### WHAT TO PRODUCE
Retyping the data exactly is the task. Include every line.

[RECORDS FOR THIS EXERCISE]

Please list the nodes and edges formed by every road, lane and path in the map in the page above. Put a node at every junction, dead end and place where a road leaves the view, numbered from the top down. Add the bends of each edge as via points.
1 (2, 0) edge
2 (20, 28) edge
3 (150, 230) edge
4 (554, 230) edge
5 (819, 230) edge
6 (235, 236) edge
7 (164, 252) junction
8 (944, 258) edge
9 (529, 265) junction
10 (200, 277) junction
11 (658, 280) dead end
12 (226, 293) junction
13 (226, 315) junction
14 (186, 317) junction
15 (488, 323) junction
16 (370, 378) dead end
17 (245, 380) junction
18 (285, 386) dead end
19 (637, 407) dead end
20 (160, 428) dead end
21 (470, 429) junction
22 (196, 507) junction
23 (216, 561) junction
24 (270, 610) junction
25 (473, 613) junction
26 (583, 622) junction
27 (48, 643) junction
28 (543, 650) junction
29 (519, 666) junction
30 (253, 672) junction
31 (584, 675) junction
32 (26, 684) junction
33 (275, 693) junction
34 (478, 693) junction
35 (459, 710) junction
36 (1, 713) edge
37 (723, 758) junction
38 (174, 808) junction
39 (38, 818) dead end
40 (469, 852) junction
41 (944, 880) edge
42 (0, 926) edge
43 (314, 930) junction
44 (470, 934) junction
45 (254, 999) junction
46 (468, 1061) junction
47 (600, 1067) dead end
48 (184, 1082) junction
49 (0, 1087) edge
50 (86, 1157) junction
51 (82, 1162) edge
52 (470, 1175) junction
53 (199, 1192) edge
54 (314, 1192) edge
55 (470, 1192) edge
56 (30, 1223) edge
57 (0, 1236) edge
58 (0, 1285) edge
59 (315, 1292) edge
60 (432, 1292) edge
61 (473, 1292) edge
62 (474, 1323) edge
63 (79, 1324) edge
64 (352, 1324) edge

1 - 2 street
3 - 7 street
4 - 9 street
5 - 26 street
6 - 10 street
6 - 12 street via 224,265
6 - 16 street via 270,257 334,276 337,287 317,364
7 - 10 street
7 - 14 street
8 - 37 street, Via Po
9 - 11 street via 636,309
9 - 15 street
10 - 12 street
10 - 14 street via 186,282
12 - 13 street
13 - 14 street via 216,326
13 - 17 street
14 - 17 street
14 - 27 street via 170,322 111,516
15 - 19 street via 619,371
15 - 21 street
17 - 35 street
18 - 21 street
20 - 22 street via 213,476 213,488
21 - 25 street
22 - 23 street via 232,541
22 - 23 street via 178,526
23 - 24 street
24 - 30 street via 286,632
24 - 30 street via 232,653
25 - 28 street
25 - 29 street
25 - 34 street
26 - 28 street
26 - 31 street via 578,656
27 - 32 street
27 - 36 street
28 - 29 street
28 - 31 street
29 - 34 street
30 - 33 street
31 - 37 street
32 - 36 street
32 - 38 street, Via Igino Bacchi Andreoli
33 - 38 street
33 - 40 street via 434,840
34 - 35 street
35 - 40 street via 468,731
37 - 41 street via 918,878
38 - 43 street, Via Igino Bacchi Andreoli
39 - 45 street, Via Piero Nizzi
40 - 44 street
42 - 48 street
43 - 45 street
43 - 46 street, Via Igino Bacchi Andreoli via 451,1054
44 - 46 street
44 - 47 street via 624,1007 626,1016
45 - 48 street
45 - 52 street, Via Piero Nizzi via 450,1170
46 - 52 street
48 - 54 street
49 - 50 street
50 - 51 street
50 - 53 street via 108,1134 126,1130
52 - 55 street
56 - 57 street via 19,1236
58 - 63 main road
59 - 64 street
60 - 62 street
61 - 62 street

[/RECORDS FOR THIS EXERCISE]

### ANSWER BOX
Please list the nodes and edges formed by every road, lane and path in the map in the page above. Put a node at every junction, dead end and place where a road leaves the view, numbered from the top down. Add the bends of each edge as via points.
1 (2, 0) edge
2 (20, 28) edge
3 (150, 230) edge
4 (554, 230) edge
5 (819, 230) edge
6 (235, 236) edge
7 (164, 252) junction
8 (944, 258) edge
9 (529, 265) junction
10 (200, 277) junction
11 (658, 280) dead end
12 (226, 293) junction
13 (226, 315) junction
14 (186, 317) junction
15 (488, 323) junction
16 (370, 378) dead end
17 (245, 380) junction
18 (285, 386) dead end
19 (637, 407) dead end
20 (160, 428) dead end
21 (470, 429) junction
22 (196, 507) junction
23 (216, 561) junction
24 (270, 610) junction
25 (473, 613) junction
26 (583, 622) junction
27 (48, 643) junction
28 (543, 650) junction
29 (519, 666) junction
30 (253, 672) junction
31 (584, 675) junction
32 (26, 684) junction
33 (275, 693) junction
34 (478, 693) junction
35 (459, 710) junction
36 (1, 713) edge
37 (723, 758) junction
38 (174, 808) junction
39 (38, 818) dead end
40 (469, 852) junction
41 (944, 880) edge
42 (0, 926) edge
43 (314, 930) junction
44 (470, 934) junction
45 (254, 999) junction
46 (468, 1061) junction
47 (600, 1067) dead end
48 (184, 1082) junction
49 (0, 1087) edge
50 (86, 1157) junction
51 (82, 1162) edge
52 (470, 1175) junction
53 (199, 1192) edge
54 (314, 1192) edge
55 (470, 1192) edge
56 (30, 1223) edge
57 (0, 1236) edge
58 (0, 1285) edge
59 (315, 1292) edge
60 (432, 1292) edge
61 (473, 1292) edge
62 (474, 1323) edge
63 (79, 1324) edge
64 (352, 1324) edge

1 - 2 street
3 - 7 street
4 - 9 street
5 - 26 street
6 - 10 street
6 - 12 street via 224,265
6 - 16 street via 270,257 334,276 337,287 317,364
7 - 10 street
7 - 14 street
8 - 37 street, Via Po
9 - 11 street via 636,309
9 - 15 street
10 - 12 street
10 - 14 street via 186,282
12 - 13 street
13 - 14 street via 216,326
13 - 17 street
14 - 17 street
14 - 27 street via 170,322 111,516
15 - 19 street via 619,371
15 - 21 street
17 - 35 street
18 - 21 street
20 - 22 street via 213,476 213,488
21 - 25 street
22 - 23 street via 232,541
22 - 23 street via 178,526
23 - 24 street
24 - 30 street via 286,632
24 - 30 street via 232,653
25 - 28 street
25 - 29 street
25 - 34 street
26 - 28 street
26 - 31 street via 578,656
27 - 32 street
27 - 36 street
28 - 29 street
28 - 31 street
29 - 34 street
30 - 33 street
31 - 37 street
32 - 36 street
32 - 38 street, Via Igino Bacchi Andreoli
33 - 38 street
33 - 40 street via 434,840
34 - 35 street
35 - 40 street via 468,731
37 - 41 street via 918,878
38 - 43 street, Via Igino Bacchi Andreoli
39 - 45 street, Via Piero Nizzi
40 - 44 street
42 - 48 street
43 - 45 street
43 - 46 street, Via Igino Bacchi Andreoli via 451,1054
44 - 46 street
44 - 47 street via 624,1007 626,1016
45 - 48 street
45 - 52 street, Via Piero Nizzi via 450,1170
46 - 52 street
48 - 54 street
49 - 50 street
50 - 51 street
50 - 53 street via 108,1134 126,1130
52 - 55 street
56 - 57 street via 19,1236
58 - 63 main road
59 - 64 street
60 - 62 street
61 - 62 street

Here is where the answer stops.